====== Material provided

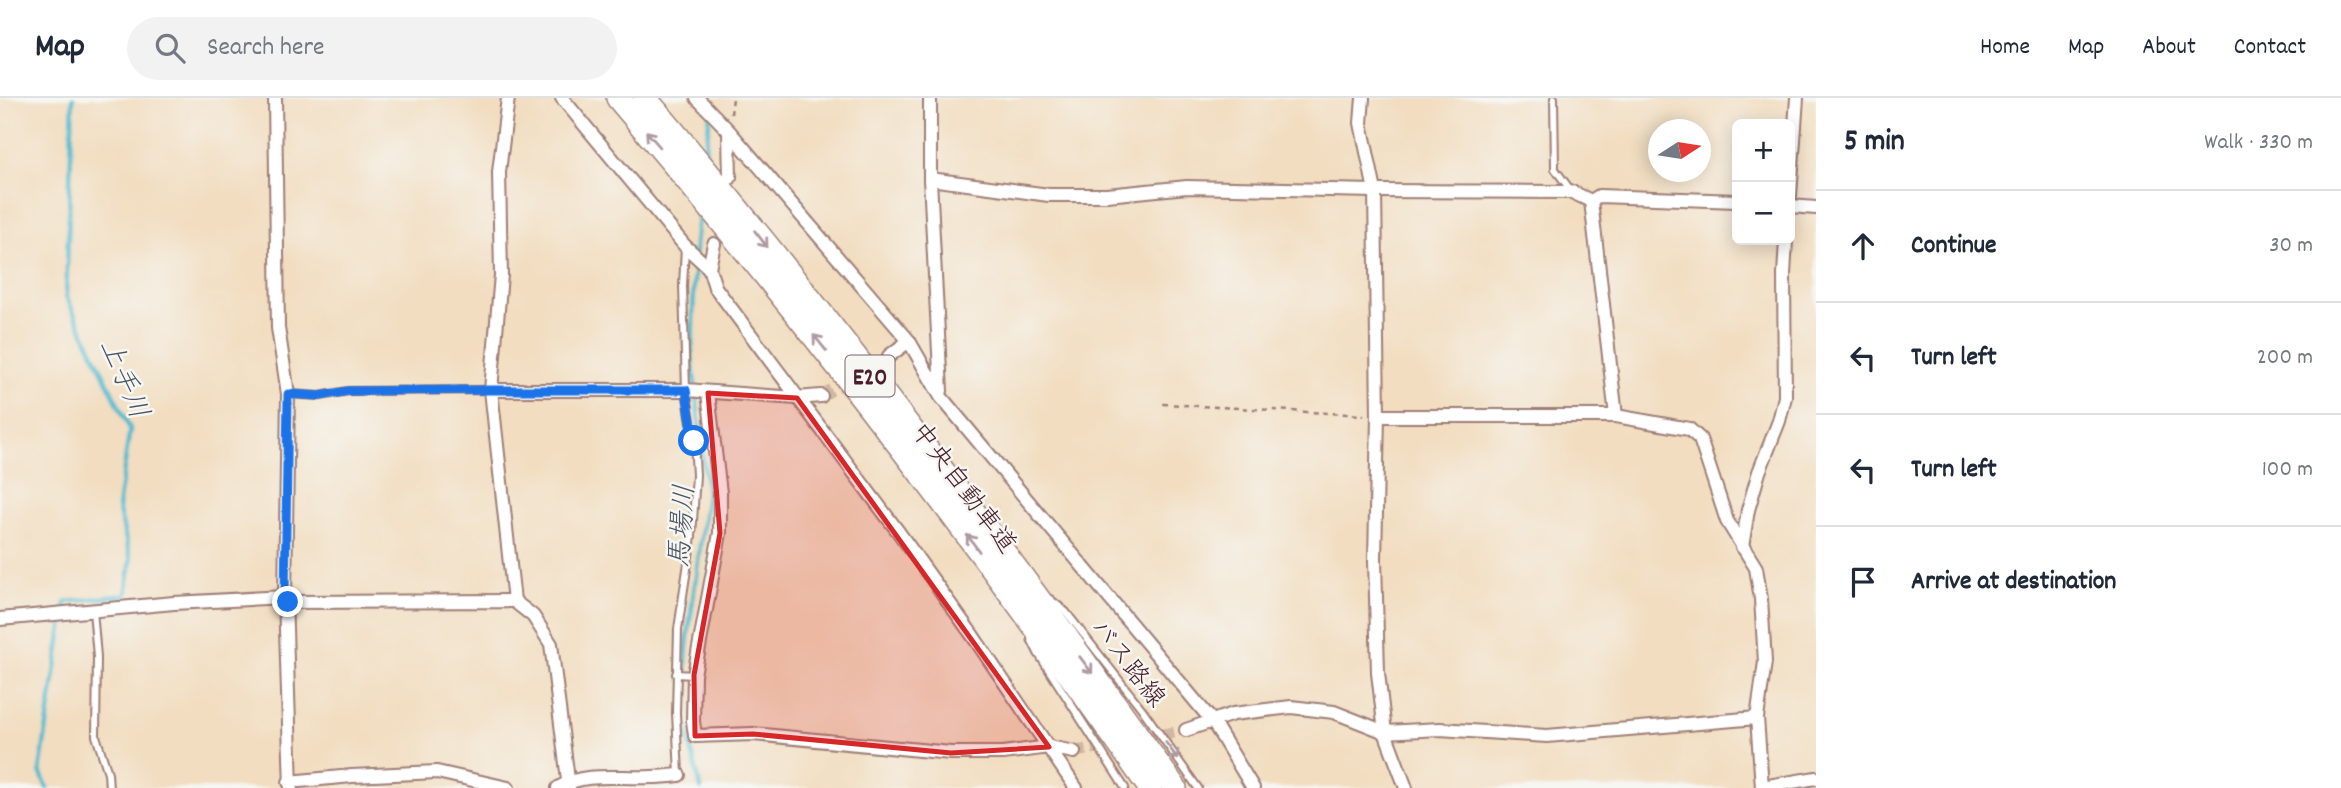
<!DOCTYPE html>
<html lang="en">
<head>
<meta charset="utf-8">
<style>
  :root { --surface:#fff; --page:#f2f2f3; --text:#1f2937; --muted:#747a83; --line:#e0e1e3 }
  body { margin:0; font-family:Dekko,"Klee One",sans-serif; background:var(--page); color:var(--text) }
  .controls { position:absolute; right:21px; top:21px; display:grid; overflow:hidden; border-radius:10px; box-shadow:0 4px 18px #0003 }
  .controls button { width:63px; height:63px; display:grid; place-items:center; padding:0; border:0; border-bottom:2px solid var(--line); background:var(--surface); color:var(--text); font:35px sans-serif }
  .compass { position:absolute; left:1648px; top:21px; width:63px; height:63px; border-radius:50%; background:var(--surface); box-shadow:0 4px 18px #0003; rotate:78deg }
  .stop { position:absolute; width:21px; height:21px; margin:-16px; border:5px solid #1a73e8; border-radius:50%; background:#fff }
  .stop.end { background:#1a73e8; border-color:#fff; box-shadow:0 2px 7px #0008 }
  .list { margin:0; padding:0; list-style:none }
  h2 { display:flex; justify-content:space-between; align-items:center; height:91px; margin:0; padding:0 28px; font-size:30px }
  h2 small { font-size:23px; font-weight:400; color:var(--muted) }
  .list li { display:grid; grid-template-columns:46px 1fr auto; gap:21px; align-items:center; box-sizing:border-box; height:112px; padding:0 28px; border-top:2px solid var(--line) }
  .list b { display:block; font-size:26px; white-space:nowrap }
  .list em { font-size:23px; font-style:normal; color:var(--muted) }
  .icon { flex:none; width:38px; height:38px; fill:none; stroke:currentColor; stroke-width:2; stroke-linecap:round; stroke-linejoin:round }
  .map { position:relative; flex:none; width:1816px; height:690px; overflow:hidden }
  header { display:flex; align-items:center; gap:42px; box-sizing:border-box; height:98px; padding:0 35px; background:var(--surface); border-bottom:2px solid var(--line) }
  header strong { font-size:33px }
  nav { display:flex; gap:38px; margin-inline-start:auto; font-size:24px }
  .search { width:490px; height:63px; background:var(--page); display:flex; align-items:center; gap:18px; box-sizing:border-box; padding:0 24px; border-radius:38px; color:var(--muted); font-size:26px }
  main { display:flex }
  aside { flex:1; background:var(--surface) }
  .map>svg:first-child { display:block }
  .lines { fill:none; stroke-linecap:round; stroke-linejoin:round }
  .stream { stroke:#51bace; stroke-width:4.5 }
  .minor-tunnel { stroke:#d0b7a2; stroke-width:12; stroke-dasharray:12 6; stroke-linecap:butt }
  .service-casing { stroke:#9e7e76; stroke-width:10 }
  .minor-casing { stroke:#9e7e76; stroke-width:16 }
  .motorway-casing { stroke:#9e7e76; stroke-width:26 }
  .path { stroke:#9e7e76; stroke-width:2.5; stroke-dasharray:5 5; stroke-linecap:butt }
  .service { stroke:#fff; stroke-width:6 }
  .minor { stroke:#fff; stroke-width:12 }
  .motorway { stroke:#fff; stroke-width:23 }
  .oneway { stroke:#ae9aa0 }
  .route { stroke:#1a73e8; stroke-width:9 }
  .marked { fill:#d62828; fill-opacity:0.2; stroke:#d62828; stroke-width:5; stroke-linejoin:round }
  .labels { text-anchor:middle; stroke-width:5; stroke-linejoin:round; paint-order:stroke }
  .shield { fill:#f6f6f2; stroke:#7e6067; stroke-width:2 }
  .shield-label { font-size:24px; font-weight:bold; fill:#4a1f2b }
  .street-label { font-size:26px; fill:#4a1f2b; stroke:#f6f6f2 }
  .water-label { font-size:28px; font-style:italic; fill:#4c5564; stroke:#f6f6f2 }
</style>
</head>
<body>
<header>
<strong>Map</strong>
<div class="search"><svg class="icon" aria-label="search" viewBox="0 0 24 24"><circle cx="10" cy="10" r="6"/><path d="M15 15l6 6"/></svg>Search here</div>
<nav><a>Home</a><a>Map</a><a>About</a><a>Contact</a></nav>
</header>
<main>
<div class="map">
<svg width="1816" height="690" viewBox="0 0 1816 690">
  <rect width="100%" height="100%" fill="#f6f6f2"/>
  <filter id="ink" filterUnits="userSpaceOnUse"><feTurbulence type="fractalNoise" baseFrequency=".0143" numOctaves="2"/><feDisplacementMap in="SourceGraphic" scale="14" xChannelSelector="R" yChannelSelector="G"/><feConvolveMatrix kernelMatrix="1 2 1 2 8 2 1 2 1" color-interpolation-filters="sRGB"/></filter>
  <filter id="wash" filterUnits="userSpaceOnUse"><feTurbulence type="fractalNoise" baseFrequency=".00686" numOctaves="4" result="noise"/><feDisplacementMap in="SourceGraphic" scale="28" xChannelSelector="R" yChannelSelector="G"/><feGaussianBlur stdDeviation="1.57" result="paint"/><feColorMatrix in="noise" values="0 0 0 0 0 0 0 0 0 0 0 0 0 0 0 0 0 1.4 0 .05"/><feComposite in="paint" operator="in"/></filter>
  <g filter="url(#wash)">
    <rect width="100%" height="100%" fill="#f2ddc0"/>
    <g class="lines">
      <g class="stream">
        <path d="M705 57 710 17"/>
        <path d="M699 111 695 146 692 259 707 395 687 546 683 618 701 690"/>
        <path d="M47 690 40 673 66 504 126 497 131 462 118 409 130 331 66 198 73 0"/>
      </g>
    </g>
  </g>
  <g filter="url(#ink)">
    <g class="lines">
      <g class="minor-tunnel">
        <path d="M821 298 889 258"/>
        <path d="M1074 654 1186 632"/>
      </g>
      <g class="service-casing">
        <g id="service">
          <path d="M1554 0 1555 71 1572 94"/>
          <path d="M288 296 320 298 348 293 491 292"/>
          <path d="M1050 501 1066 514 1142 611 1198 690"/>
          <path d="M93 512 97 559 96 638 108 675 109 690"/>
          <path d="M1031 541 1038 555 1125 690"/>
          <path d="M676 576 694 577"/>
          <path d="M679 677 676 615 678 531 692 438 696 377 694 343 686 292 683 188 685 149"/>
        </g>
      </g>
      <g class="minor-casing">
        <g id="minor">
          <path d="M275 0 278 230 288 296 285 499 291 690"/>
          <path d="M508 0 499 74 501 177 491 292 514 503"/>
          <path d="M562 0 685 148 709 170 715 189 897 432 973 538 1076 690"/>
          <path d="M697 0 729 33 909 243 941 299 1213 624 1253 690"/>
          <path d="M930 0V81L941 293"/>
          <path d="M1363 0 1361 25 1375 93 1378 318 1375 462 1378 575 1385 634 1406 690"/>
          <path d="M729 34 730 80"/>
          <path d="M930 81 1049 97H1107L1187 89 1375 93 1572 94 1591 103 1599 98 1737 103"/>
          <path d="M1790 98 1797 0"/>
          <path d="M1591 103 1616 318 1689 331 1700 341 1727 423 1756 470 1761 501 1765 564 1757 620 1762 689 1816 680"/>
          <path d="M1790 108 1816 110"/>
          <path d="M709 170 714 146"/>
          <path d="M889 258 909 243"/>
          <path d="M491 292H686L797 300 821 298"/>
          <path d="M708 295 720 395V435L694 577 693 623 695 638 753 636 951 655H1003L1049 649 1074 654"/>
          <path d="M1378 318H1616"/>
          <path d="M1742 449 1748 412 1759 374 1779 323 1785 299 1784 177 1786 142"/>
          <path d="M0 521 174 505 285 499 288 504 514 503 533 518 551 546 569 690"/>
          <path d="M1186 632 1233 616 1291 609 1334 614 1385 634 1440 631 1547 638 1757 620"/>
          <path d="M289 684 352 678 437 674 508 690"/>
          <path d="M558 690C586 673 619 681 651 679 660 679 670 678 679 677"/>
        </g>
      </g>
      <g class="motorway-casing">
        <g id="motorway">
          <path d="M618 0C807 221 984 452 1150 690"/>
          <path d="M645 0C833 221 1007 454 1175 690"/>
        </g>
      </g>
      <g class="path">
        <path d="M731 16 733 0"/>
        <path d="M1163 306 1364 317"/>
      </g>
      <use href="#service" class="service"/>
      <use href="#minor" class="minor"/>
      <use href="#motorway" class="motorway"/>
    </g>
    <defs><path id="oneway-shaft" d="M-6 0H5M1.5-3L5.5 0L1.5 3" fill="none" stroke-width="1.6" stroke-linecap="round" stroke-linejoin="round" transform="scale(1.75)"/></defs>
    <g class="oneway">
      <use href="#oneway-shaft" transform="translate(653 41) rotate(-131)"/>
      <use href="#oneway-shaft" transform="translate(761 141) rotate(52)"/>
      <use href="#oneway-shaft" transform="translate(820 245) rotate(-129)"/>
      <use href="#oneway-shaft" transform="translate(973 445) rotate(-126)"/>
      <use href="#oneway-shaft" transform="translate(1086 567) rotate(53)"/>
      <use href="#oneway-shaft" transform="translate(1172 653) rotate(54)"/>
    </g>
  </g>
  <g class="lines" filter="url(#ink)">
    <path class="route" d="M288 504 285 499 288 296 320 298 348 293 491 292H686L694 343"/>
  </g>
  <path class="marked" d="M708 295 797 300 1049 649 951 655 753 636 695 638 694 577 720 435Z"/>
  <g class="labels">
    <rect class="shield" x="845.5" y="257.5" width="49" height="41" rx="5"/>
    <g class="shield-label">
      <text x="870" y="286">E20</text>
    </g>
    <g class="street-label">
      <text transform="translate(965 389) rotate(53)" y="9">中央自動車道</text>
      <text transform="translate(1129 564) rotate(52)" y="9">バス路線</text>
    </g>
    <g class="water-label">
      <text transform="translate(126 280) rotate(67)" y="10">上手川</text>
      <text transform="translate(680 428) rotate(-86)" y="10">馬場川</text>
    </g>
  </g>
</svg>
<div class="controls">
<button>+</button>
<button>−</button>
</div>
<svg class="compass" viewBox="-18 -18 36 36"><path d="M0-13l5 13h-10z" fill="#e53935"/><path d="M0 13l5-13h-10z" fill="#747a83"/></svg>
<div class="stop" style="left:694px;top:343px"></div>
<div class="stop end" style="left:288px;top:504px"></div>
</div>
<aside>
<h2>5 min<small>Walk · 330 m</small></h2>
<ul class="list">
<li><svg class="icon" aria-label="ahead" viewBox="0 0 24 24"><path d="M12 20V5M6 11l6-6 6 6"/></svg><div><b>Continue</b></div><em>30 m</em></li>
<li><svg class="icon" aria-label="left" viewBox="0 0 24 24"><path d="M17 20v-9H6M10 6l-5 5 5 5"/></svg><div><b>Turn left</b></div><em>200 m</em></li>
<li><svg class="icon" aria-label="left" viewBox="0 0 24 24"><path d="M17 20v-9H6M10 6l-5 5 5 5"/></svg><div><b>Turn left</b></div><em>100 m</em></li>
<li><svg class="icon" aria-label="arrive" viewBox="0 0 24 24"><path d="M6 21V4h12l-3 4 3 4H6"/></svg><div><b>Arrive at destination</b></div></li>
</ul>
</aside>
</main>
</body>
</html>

============

#### Instructions for the task
Pick every line of the data that includes the string "tunnel".

#### Answer section
  .minor-tunnel { stroke:#d0b7a2; stroke-width:12; stroke-dasharray:12 6; stroke-linecap:butt }
      <g class="minor-tunnel">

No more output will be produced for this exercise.